I think any measurable Woodin cardinal is a limit of weakly Shelah cardinals.

To see this, note that, if $\kappa$ is a Woodin cardinal, for any $f : \kappa \to \kappa$, $\kappa$ is a limit of cardinals $\nu$ that are $\lt \kappa$-strong for $f$ (that's probably a standard result but I know it from theorem 9.9. of ["Double helix in large large cardinals and iteration of elementary embeddings" by Kentaro Sato](https://doi.org/10.1016/j.apal.2007.02.003)), which means that for any $\gamma \lt \kappa$, there is an elementary embedding $\bar i : V \to \bar N$ such that $V_{f(\gamma) +1} \subset \bar N$ and $\bar i(f) \upharpoonleft (\gamma +1) = f \upharpoonleft (\gamma +1)$.

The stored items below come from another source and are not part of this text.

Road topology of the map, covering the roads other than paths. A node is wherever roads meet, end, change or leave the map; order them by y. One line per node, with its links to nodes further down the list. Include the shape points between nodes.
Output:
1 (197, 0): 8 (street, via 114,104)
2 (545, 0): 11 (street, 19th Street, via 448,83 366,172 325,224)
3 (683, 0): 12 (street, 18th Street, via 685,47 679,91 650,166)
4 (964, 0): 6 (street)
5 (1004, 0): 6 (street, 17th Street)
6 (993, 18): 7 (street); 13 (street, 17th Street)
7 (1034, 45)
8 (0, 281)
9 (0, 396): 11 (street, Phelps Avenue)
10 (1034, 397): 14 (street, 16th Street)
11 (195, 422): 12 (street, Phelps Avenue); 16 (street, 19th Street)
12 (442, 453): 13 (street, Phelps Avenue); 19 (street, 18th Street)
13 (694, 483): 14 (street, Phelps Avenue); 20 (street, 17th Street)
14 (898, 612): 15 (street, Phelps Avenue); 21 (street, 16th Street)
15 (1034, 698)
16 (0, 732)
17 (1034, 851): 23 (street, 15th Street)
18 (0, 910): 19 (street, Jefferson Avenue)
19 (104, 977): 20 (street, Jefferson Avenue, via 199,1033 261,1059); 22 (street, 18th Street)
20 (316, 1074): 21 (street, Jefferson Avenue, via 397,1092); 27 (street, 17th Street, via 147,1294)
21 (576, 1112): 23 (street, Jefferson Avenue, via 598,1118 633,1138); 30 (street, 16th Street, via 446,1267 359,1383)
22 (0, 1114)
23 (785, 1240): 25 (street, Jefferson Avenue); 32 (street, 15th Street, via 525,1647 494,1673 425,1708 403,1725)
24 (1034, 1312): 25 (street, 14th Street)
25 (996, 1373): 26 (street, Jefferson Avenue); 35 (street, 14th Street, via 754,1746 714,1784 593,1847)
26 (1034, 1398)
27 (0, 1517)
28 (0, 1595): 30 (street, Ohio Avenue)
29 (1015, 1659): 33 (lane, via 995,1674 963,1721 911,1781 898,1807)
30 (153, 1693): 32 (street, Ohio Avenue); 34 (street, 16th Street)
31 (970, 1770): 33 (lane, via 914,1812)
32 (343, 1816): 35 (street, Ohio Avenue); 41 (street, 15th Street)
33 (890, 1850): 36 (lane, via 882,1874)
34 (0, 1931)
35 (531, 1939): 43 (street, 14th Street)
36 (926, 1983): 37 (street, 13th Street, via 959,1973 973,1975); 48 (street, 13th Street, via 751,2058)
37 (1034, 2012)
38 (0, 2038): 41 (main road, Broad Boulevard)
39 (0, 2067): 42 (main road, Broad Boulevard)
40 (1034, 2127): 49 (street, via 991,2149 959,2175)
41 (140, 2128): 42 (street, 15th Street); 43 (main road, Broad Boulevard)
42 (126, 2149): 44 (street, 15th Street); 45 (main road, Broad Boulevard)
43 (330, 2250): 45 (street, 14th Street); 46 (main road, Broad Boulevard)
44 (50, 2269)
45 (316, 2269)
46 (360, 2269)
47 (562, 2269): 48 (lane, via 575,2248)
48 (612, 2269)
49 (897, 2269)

If $\kappa$ is additionally measurable, there is an elementary embedding $j : V \to M$ with critical point $\kappa$. By elementarity, there's an elementary embedding $i : M \to N$ with critical point $\nu$ such that $V_{f(\kappa) +1}^M \subset N$ and $i(f) \upharpoonleft (\gamma +1) = j (f) \upharpoonleft (\gamma +1)$. Since this works for any $f : \kappa \to \kappa$, this shows that $\kappa$ is weakly Shelah in $M$ and thus a limit of weakly Shelah cardinals.

By a similar argument using the elementary embedding characterization of weakly compact cardinals, we can probably prove that any weakly compact Woodin cardinal is a limit of weakly Shelah cardinals.